---- SOURCE RECORDS
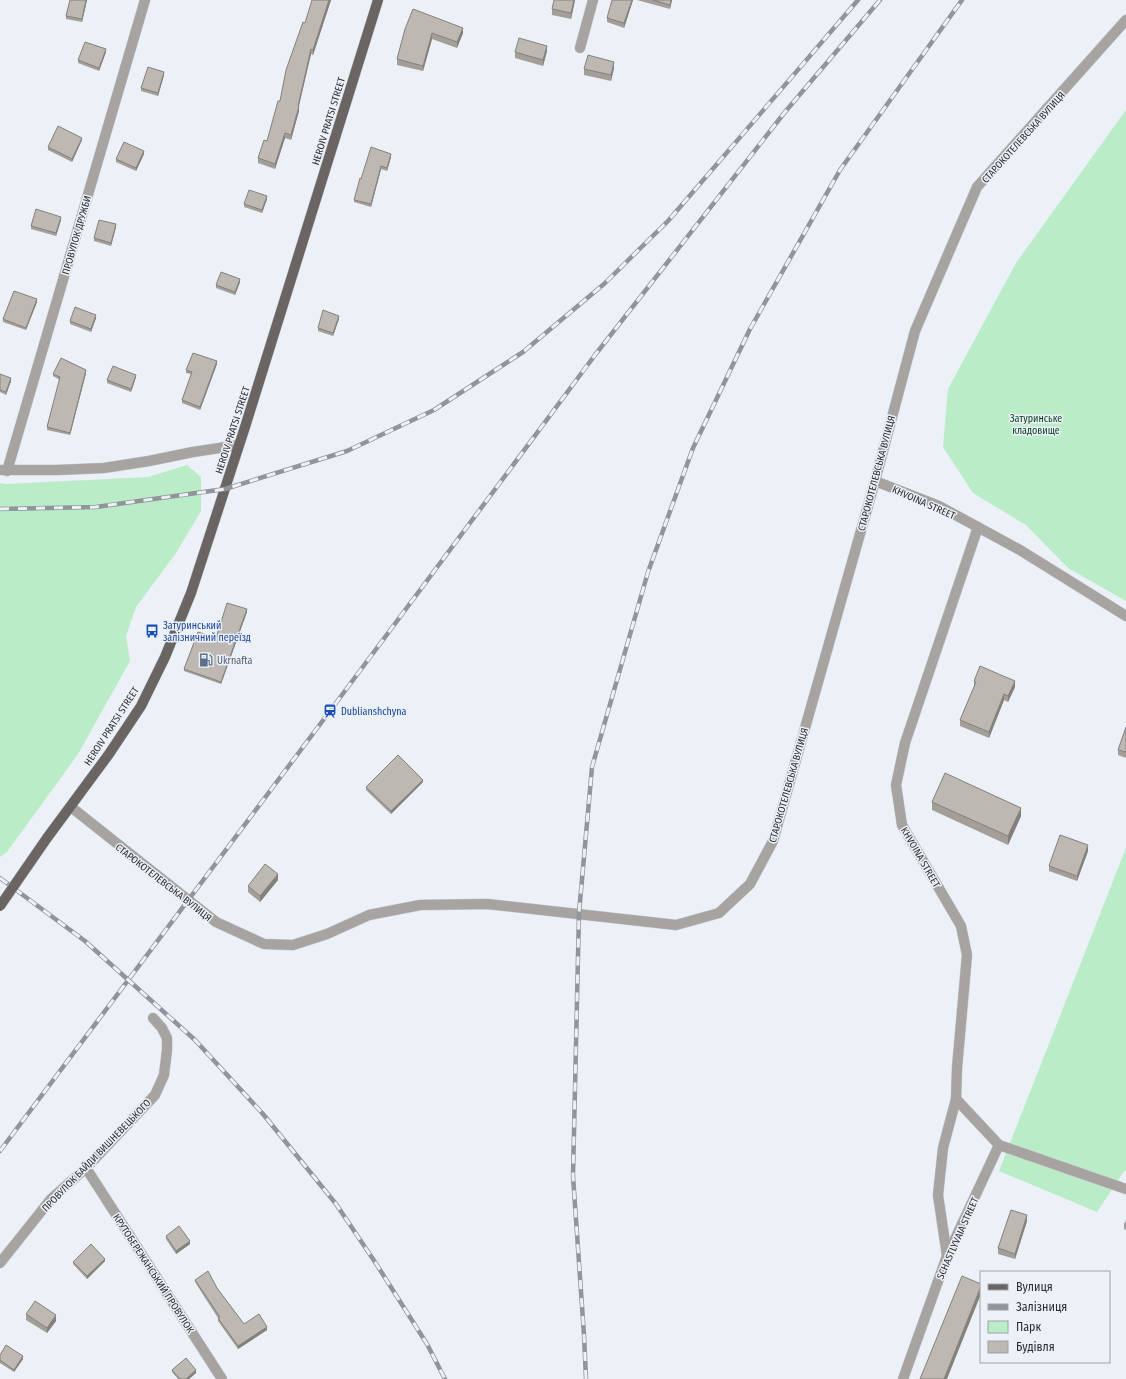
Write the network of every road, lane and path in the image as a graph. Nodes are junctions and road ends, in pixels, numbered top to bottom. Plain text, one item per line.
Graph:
1 (145, 0) edge
2 (378, 0) edge
3 (592, 0) edge
4 (1126, 20) edge
5 (580, 48) dead end
6 (239, 445) junction
7 (3, 471) edge
8 (875, 481) junction
9 (978, 527) junction
10 (1126, 616) edge
11 (71, 807) junction
12 (0, 906) edge
13 (153, 1018) dead end
14 (956, 1099) junction
15 (999, 1145) junction
16 (86, 1168) junction
17 (1126, 1189) edge
18 (946, 1256) junction
19 (0, 1263) edge
20 (222, 1379) edge
21 (903, 1379) edge

1 - 7 street, ПРОВУЛОК ДРУЖБИ
2 - 6 main road, HEROIV PRATSI STREET
3 - 5 street
4 - 8 street, СТАРОКОТЕЛЕВСЬКА ВУЛИЦЯ
6 - 7 street
6 - 11 main road, HEROIV PRATSI STREET
8 - 9 street, KHVOINA STREET
8 - 11 street, СТАРОКОТЕЛЕВСЬКА ВУЛИЦЯ
9 - 10 street
9 - 14 street, KHVOINA STREET
11 - 12 main road, HEROIV PRATSI STREET, bridge
13 - 16 street, ПРОВУЛОК БАЙДИ ВИШНЕВЕЦЬКОГО
14 - 15 street
14 - 18 street, KHVOINA STREET
15 - 17 street
15 - 18 street, SCHASTLYVAIA STREET
16 - 19 street, ПРОВУЛОК БАЙДИ ВИШНЕВЕЦЬКОГО
16 - 20 street, КРУТОБЕРЕЖАНСЬКИЙ ПРОВУЛОК
18 - 21 street, SCHASTLYVAIA STREET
--------
= YOUR ASSIGNMENT =
Look over the entries for "СТАРОКОТЕЛЕВСЬКА", then copy every line that includes that string.

= SOLUTION =
4 - 8 street, СТАРОКОТЕЛЕВСЬКА ВУЛИЦЯ
8 - 11 street, СТАРОКОТЕЛЕВСЬКА ВУЛИЦЯ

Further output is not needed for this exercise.